Воду Олег выпил с удовольствием, хоть и осолонела она от крови. Бурмак, между тем, продолжал:

— Когда-то я был очень близок с твоим дедом, которого помню и уважаю по сей день, и бабкой. Ирина Ростиславовна обратилась ко мне с просьбой отыскать в зоне АТО двух своих пропавших внуков, воюющих друг против друга. К сожалению, найти твоего брата я опоздал…

— Что?! — вскинул голову Олег.

— Леонид погиб.

— Когда?!

— Видимо, тогда же, когда ты попал в плен.

— Он погиб в бою?

— Нет, уже после… — генерал помедлил.

— Как это случилось?

— Не знаю. Факт его смерти не подтверждён официально. Его командир утверждает, что твой брат дезертировал вместе с тремя другими бойцами. Но эта версия мне представляется, мягко говоря, сомнительной. Я пока ничего не сообщал родным Леонида и попытаюсь сперва прояснить дело, но это будет сложно даже мне.
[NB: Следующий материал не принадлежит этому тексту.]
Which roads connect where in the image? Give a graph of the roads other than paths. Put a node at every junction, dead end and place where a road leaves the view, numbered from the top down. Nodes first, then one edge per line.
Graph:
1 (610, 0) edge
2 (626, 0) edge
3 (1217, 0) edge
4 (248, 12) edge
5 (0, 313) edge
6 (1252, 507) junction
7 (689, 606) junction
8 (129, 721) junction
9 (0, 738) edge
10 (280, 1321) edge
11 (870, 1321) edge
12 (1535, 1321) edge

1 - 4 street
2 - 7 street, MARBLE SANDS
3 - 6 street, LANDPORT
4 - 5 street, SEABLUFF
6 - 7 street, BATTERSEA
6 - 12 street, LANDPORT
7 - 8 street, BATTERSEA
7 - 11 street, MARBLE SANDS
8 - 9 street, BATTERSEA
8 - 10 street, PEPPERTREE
— Если гибель брата не подтверждена, и тело его не найдено, то почему вы уверены в его смерти?!

— Потому что я уже не первый раз приезжаю в зону АТО и видел больше, чем это позволительно, если хочешь жить спокойно и безопасно, — генерал промокнул шею платком. — Однако, сейчас речь о тебе. Ты поедешь с нами, если не хочешь, чтобы тебя окончательно превратили здесь в фарш…
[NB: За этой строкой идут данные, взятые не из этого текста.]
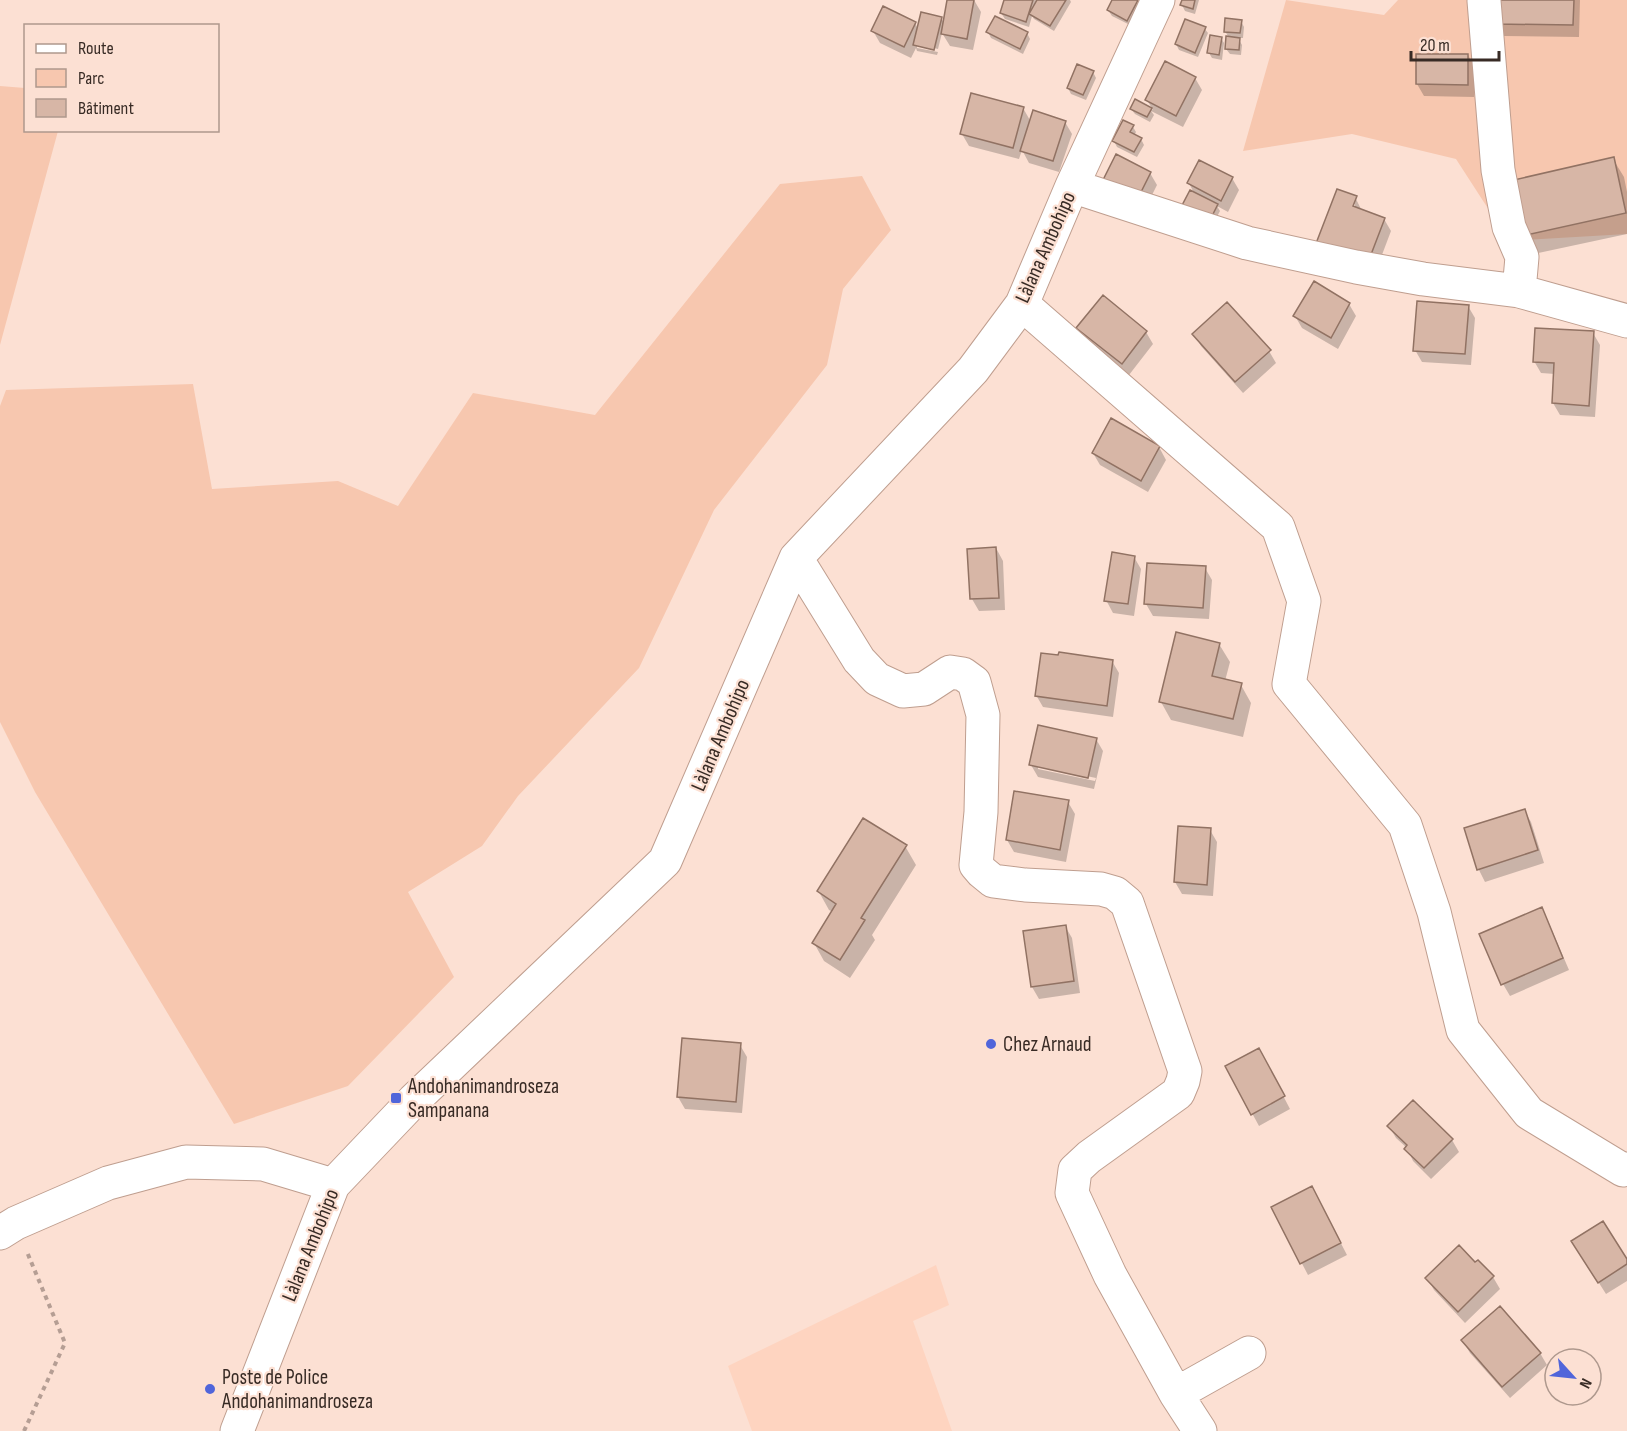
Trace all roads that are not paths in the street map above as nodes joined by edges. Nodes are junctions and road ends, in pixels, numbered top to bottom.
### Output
1 (1158, 0) edge
2 (1484, 1) edge
3 (1072, 186) junction
4 (1519, 291) junction
5 (1022, 304) junction
6 (1627, 321) edge
7 (796, 558) junction
8 (1627, 1169) edge
9 (333, 1185) junction
10 (8, 1228) edge
11 (1249, 1353) dead end
12 (1176, 1394) junction
13 (237, 1431) edge
14 (1200, 1431) edge

1 - 3 street, Làlana Ambohipo
2 - 4 street
3 - 4 street
3 - 5 street, Làlana Ambohipo
4 - 6 street
5 - 7 street, Làlana Ambohipo
5 - 8 street
7 - 9 street, Làlana Ambohipo
7 - 12 street
9 - 10 street
9 - 13 street, Làlana Ambohipo
11 - 12 street
12 - 14 street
— Они уже многих превратили! — зло бросил Олег. — А вы приезжаете с инспекцией и ничего не можете сделать!

— Ты прав. Я, действительно, ничего не могу сделать, кроме как выполнить данное твоей бабке слово и спасти тебе жизнь. Ты имеешь что-то против?

— Нет, чёрт побери…

— Тем лучше, — Бурмак подал знак Андрею, и тот, распахнув дверь, велел караульному позвать командира.

Упитанный коротышка в маске явился не сразу и вошёл в кабинет с нарочитой развязностью, желая показать, что здесь хозяин он, а не какие-то заезжие генералы.

— Этого человека я у вас забираю, — холодно сообщил Бурмак, протягивая командиру какую-то бумагу с печатями.

— З якою ще радості? — фыркнул коротышка.

— Прочтите мандат и научитесь соблюдать субординацию. Вы на фронте, а не на майдане.

— Ваше щастя.

— Я тоже так думаю.

Пробежав глазами бумагу, командир поскрёб в затылке:

— Розвелося дармоїдів і всі права качають…

— Это вы о ком сейчас?

— Да о таких, как ты, падлюках, — ответил коротышка, от гнева перейдя на привычный язык. — У тебя ж твоя предательская сущность на лбу пропечатана!

— Язык прикусил! — грозно рыкнул Андрей, наставив на него автомат. — И будь любезен, пан, выполняй постановление выше стоящих инстанций.